Clackamas defender Nathan Kemp recovered a fumble at the West Linn 33 on the ensuing kickoff. Three plays and two Lion penalties later, Sherrell skipped into the end zone from three yards out, upping Clackamas’ lead to 35-7.

As the third quarter was winding down, Brett Peterson intercepted a Lion pass at the Clackamas 2-yard line; and the game belonged to Clackamas.

The Cavaliers added two scores in the final period. Michael McDonald split the uprights on a 35-yard field goal.

Then, the Cavaliers’ rubbed salt in the Lions’ wounds, as Kemp sacked West Linn freshman quarterback Connor Neville in the end zone for a safety.
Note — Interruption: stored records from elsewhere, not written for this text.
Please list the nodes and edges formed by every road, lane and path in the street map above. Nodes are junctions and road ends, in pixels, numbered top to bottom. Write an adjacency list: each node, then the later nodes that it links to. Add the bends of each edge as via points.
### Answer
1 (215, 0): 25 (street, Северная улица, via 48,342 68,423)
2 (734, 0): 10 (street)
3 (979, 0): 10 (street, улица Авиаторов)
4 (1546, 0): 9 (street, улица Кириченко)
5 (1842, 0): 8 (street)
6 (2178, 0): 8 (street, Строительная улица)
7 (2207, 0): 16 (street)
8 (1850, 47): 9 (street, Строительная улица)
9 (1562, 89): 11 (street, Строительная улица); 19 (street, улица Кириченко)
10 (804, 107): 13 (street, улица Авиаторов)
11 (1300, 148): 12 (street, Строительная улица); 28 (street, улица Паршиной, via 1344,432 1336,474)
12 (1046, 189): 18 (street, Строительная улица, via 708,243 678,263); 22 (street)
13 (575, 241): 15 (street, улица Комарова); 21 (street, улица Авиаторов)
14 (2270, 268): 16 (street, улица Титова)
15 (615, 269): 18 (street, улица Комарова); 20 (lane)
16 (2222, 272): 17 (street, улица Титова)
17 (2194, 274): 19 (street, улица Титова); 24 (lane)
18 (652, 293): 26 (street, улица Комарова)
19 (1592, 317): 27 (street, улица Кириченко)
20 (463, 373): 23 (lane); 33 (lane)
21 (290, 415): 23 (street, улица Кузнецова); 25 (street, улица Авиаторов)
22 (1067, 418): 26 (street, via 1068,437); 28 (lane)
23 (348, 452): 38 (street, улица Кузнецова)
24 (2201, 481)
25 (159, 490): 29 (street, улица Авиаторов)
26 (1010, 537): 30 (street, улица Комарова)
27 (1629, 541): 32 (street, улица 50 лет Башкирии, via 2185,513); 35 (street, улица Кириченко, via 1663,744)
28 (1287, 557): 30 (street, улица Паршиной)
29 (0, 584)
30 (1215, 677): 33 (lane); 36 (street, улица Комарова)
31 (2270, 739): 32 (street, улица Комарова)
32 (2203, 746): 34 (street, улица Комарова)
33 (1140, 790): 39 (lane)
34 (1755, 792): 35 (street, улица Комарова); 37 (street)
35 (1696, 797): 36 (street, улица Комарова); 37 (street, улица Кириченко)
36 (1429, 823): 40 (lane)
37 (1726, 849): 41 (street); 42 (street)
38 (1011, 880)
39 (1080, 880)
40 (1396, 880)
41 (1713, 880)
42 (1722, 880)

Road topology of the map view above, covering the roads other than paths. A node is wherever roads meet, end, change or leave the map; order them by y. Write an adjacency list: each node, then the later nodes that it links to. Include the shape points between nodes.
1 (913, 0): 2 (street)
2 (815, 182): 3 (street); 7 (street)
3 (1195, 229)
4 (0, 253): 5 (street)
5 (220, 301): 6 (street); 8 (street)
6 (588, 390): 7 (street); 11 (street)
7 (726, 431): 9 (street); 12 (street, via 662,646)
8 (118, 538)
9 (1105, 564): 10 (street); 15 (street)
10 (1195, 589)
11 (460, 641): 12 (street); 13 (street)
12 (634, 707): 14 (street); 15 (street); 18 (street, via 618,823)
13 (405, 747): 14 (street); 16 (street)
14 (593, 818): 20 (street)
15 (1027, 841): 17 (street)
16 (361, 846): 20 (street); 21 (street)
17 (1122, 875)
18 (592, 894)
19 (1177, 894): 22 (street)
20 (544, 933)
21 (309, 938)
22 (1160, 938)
Kemp had three sacks in the game. Peterson had eight tackles, along with his touchdown-saving interception. Abraham made seven tackles and deflected two passes; Bryce Dickey made eight tackles.

With the loss to Clackamas, West Linn slipped to 1-1 in the TRL (3-3 overall). West Linn squares off with cross-river rival Oregon City (5-1, 1-1) this Thursday, at Oregon City.

The win gives the Cavaliers their best start to a season since 2005, when they lost their seventh game of the season and the league championship to Lake Oswego.

Ironically, Clackamas and Lake Oswego go head-to-head this week, playing a Thursday night game at Clackamas.

“The last time we beat them was my eighth grade year,” said Wilkins. “We split with them. We beat them the first time, then they beat us for the [youth league] league championship.”

“It’s a big game,” Stinson said. “They have a really strong program. I’ve never beaten them in high school. It would sure be nice to get some revenge.”

“We’re feeling pretty confident right now,” Stinson added. “But we can’t let up. The Three Rivers League is the toughest league in the state. We’re going to have to work hard in practice, take it one game at a time, and hope for the best.”

Asked if he thought the Cavaliers could win the TRL title this year, Dunn said: “Absolutely! If we stick to our game plan — keep a fast pace on offense and play hard and aggressive on defense, I don’t think anybody can beat us.”

Lake Oswego has only won two of its first six games this fall. But the Lakers have had one of the tougher schedules in the state, with losses to top-ranked Jesuit (28-21), fifth-ranked Central Catholic (35-14), fourth-ranked Southridge (31-13) and to West Linn (7-3).

And the Lakers appear to be getting their act together. Last Friday they knocked off then third-ranked Canby 35-14.

Heading into this Thursday’s game at Clackamas, Clackamas is ranked No. 2 in the state in the OSAA RPI rankings; Lake Oswego is ranked 15th.

Two other TRL teams besides Clackamas — Lakeridge and Canby — are also ranked in the top 10.